What is up with the Wayfair returns?

What is up with the Wayfair returns?  A few years ago, I started to notice a shift in the consignment items that were coming into the shop. We were not getting nearly as much furniture and larger items with the advances in technology and social media. People started to sell their own items on sites like Facebook Marketplace and Kijiji.

With rent to pay and staff to think of as well as my own income, I had to make sure I always had a store full of great items. I could no longer wait for the furniture to come to me, I had to find it. I started to look for other sources to fill my store and found Wayfair Returns.  I am so happy I did.  I tested the waters a pallet or two at a time for over a year and as soon as new items came in, they would sell.  Our customers really seemed to like the Wayfair returns.  I think they make sense with all the new homes around the store. The next step was to bite the bullet and buy a truck load - 24 over-sized pallets of Wayfair Returns. The pallets were so large, we could not even get them through our double doors!  I brought in a crew of temporary help and we got through it. Things were selling like crazy for about 10 days until COVID19 closed us down. Thankfully, we continued to sell furniture for curbside pick up online.

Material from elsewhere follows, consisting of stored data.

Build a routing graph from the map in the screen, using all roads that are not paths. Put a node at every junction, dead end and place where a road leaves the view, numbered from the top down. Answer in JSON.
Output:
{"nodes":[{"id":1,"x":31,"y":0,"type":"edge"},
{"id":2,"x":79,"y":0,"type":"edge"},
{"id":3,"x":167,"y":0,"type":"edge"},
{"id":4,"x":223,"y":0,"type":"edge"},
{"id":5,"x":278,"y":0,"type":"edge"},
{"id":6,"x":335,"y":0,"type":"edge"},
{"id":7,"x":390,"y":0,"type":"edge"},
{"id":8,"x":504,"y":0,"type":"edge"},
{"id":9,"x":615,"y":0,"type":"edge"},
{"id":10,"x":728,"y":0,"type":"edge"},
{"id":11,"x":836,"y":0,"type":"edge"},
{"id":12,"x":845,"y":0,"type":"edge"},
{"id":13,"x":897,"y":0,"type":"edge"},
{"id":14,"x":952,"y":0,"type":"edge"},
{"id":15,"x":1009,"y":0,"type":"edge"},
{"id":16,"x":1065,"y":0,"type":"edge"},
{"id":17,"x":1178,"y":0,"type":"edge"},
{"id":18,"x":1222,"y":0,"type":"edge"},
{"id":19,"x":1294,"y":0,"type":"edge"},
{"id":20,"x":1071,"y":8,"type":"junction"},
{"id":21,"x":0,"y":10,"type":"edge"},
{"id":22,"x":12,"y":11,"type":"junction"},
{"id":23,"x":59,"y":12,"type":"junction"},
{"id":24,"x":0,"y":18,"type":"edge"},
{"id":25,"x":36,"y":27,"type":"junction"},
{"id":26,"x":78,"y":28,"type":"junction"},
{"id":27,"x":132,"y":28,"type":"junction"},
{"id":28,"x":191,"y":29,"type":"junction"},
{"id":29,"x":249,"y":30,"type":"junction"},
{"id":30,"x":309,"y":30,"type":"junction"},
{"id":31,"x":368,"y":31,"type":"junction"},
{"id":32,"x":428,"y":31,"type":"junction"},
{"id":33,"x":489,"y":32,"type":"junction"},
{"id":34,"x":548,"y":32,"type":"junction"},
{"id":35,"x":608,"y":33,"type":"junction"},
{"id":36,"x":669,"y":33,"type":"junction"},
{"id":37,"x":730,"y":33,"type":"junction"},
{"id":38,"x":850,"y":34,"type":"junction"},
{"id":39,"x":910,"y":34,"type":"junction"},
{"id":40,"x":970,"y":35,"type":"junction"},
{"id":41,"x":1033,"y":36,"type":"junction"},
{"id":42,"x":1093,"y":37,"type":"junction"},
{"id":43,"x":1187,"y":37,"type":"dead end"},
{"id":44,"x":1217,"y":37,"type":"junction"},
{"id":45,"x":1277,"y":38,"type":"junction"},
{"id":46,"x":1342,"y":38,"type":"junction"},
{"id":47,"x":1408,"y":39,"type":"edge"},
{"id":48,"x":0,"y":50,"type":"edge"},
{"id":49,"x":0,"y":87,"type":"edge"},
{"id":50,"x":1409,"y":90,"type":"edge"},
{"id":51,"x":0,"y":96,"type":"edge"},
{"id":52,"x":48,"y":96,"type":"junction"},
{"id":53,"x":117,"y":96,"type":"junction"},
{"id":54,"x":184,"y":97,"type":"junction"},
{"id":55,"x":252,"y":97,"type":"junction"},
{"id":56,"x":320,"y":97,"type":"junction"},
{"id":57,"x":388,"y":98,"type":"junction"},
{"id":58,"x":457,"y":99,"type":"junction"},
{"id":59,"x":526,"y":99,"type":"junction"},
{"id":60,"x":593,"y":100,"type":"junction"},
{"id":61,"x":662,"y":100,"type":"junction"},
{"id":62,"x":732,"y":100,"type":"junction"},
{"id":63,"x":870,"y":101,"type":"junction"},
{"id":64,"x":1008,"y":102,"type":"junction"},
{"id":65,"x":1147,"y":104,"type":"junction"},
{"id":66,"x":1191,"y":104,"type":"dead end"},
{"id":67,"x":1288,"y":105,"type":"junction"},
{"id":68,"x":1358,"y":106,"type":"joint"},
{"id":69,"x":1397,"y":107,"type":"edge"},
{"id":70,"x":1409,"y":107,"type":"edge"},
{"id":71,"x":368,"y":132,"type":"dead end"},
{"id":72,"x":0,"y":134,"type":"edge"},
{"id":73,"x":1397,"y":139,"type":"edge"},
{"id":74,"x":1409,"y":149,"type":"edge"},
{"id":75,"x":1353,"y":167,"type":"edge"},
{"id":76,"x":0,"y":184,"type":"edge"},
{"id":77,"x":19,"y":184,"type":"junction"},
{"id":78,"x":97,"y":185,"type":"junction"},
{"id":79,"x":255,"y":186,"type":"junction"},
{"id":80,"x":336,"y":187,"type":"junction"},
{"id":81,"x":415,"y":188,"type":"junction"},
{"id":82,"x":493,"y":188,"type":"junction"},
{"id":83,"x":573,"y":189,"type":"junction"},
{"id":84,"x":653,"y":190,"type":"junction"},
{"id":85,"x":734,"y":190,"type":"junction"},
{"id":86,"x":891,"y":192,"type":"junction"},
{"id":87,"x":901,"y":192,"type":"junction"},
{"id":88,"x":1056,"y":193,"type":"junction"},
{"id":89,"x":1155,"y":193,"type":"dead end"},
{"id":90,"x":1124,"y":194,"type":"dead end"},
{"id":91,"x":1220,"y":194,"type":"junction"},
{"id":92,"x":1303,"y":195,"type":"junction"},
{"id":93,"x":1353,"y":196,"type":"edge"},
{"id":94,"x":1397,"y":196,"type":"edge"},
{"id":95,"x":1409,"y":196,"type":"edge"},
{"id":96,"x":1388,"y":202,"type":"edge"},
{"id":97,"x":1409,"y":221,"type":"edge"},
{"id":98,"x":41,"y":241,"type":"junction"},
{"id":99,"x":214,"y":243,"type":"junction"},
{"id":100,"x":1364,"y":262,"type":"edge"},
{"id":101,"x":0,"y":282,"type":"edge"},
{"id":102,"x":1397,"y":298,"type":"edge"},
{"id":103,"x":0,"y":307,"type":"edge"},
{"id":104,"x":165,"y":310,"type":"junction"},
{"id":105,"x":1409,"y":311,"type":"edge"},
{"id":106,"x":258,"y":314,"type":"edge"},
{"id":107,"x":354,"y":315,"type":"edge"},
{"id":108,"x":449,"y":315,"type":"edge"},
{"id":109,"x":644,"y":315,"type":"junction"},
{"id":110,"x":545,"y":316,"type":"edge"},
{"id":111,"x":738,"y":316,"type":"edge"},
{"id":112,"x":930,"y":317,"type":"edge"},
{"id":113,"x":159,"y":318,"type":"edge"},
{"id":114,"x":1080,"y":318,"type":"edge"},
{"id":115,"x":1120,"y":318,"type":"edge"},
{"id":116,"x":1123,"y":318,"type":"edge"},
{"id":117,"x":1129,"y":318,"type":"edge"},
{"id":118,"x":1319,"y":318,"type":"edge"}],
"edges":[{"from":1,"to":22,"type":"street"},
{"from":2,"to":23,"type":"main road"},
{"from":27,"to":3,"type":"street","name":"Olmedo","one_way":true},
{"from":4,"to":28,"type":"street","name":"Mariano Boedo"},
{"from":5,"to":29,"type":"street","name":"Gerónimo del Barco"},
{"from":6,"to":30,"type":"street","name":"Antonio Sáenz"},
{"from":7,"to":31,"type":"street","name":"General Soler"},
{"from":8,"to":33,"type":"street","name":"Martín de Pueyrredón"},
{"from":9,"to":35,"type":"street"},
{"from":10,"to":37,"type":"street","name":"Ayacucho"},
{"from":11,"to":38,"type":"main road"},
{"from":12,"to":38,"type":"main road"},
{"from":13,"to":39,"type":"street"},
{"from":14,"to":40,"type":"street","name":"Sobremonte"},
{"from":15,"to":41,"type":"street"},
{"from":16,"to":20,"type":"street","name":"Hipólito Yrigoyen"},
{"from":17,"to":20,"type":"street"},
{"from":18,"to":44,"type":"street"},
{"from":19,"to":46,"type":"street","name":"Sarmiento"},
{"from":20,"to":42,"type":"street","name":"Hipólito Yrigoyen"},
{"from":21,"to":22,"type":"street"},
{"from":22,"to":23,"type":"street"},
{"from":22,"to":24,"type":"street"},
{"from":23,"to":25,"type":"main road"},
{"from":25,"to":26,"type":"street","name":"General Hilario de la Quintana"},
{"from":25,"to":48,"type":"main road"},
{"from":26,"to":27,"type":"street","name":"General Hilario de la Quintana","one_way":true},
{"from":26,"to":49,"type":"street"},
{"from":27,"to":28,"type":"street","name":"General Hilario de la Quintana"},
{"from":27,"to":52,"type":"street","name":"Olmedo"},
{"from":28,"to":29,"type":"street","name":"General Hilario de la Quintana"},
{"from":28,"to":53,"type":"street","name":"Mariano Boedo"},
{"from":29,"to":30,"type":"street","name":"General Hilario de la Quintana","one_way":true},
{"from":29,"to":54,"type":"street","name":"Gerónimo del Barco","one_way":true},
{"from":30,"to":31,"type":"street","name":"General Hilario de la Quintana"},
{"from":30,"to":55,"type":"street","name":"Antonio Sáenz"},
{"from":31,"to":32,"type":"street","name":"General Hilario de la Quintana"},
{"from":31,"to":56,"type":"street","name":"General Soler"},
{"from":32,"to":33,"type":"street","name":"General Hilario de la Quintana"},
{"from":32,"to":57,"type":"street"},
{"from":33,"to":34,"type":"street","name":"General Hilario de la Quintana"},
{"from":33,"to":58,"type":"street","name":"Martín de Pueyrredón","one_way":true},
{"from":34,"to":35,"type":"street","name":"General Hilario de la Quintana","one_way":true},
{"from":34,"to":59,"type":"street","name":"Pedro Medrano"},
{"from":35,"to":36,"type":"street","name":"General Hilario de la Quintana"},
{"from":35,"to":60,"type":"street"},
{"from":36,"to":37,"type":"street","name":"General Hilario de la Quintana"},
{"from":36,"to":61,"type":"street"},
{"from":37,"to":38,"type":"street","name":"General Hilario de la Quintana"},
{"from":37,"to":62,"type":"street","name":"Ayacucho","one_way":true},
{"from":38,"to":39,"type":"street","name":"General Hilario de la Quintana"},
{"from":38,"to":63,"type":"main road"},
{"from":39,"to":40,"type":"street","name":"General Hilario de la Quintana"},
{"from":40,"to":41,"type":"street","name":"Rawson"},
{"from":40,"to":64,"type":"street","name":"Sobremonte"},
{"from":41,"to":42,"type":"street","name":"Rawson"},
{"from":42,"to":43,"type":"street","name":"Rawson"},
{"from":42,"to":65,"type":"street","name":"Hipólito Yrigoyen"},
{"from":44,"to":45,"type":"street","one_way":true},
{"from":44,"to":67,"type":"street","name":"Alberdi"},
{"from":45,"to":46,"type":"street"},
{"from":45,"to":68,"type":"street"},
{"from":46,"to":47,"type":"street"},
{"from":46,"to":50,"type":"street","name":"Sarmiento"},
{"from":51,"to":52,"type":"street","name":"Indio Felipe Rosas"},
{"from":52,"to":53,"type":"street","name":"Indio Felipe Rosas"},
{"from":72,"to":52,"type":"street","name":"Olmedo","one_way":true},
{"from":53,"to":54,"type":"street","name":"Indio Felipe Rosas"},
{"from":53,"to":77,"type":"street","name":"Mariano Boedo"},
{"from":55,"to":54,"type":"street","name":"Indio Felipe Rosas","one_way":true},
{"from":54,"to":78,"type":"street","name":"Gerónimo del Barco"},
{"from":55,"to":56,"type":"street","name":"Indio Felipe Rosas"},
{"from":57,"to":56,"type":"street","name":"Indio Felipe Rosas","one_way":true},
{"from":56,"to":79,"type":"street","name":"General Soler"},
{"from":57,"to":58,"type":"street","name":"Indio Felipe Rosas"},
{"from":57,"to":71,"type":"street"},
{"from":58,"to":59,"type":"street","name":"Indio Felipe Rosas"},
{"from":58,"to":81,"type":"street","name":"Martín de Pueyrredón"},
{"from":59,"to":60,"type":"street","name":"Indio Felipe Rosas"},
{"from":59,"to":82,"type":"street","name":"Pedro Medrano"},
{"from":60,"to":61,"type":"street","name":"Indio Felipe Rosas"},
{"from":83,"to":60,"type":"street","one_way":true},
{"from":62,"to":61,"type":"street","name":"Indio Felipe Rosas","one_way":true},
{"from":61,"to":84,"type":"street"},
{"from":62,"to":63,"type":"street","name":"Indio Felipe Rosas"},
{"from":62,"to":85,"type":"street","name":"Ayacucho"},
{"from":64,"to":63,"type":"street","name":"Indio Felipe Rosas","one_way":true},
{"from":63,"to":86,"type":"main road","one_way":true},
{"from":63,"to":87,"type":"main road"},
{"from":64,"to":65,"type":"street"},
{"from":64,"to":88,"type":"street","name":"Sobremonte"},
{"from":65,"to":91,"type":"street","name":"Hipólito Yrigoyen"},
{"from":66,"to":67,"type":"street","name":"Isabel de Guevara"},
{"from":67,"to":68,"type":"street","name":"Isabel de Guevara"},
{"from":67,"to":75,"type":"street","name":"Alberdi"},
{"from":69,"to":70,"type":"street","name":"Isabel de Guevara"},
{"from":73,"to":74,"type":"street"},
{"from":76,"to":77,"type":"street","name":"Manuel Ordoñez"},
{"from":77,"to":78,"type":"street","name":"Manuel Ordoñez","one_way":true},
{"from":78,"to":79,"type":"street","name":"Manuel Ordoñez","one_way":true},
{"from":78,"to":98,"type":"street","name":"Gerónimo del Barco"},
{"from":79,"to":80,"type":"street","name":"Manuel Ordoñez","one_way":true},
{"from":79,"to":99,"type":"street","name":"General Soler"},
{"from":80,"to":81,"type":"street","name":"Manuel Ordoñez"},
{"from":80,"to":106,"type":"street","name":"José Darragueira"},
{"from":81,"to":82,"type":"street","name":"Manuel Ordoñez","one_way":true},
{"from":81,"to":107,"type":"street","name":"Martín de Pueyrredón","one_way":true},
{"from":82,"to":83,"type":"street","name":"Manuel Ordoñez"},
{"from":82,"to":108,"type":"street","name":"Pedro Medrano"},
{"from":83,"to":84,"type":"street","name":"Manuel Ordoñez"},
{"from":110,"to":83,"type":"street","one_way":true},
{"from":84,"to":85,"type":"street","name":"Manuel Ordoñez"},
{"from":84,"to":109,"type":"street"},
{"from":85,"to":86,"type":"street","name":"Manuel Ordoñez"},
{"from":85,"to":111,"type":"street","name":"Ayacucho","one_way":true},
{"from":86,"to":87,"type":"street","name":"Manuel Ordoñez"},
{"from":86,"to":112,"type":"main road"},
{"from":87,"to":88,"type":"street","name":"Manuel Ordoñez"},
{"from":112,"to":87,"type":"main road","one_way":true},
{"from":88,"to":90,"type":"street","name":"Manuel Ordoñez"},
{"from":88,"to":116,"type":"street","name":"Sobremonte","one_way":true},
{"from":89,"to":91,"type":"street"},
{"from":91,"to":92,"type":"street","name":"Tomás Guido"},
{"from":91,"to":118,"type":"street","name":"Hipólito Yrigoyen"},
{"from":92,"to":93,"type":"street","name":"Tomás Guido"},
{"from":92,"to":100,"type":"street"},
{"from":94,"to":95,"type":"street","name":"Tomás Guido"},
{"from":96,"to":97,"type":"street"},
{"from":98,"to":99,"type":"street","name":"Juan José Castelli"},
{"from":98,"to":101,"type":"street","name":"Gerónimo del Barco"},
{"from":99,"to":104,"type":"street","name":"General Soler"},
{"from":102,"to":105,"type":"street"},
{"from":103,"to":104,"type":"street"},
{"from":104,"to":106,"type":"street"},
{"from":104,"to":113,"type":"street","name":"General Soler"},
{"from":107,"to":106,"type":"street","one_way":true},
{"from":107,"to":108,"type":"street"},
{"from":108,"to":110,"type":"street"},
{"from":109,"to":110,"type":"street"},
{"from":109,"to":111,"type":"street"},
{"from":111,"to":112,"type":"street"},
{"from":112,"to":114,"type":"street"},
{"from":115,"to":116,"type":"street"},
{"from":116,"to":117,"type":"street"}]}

So, what exactly is a Wayfair Return? Wayfair is an online giant. They sell a lot of home goods like couches, dining tables and chairs. People buy them and when they are delivered, they often return (I heard somewhere that some of the large companies have a 30% return rate).  Imagine Wayfair getting back thousands of items and having to pay people to re package them, deal with damages or check for parts etc.  They just cannot justify the time of payroll to do this, so they do not want it back. It ends up going to a liquidator. The liquidator is full of hundreds if not thousands of pallets of returned goods and “shelf pulls” (inventory that did not sell in a retail environment and does not fit into the new seasons plans).  Pallets are sold by the truck load or individually auction style.  I can buy these at a discount from the Wayfair pricing then price them at 30% off the Wayfair price and still manage to make a little profit even with the 30% reduction. There is a damage rate but most of it is good. Damages can range from very minor still in sellable condition to a total write off.  

Many items come with the waybills attached and courier notes that say not home and it goes back or gets lost in transit. A customer in Etobicoke bought a hall table on Wayfair. It never arrived. She kept checking with them and they “lost it.”  It was the last one they had, she kept googling it everyday as she hoped Wayfair or someone else would get it in again. Wayfair ended up giving her a refund for it. The table ended up on the truckload at Décor on a Dime. We assembled it and put it on our website. When she googled it, she found it with us (at 30% less than she had paid and fully assembled!  How cool is that!?

A cool little side story, we had a beautiful clawfoot tub come in.  It had the name and address of a famous Canadian singer on the outside of the crate.  The address was on the east coast, but the billing address was in Toronto. We wondered, could it be the same person as the singer?  We googled the Toronto billing address and it was a Toronto music holding company, so it was the real singer.  If I said her name, you would know her but for her privacy I will not mention it.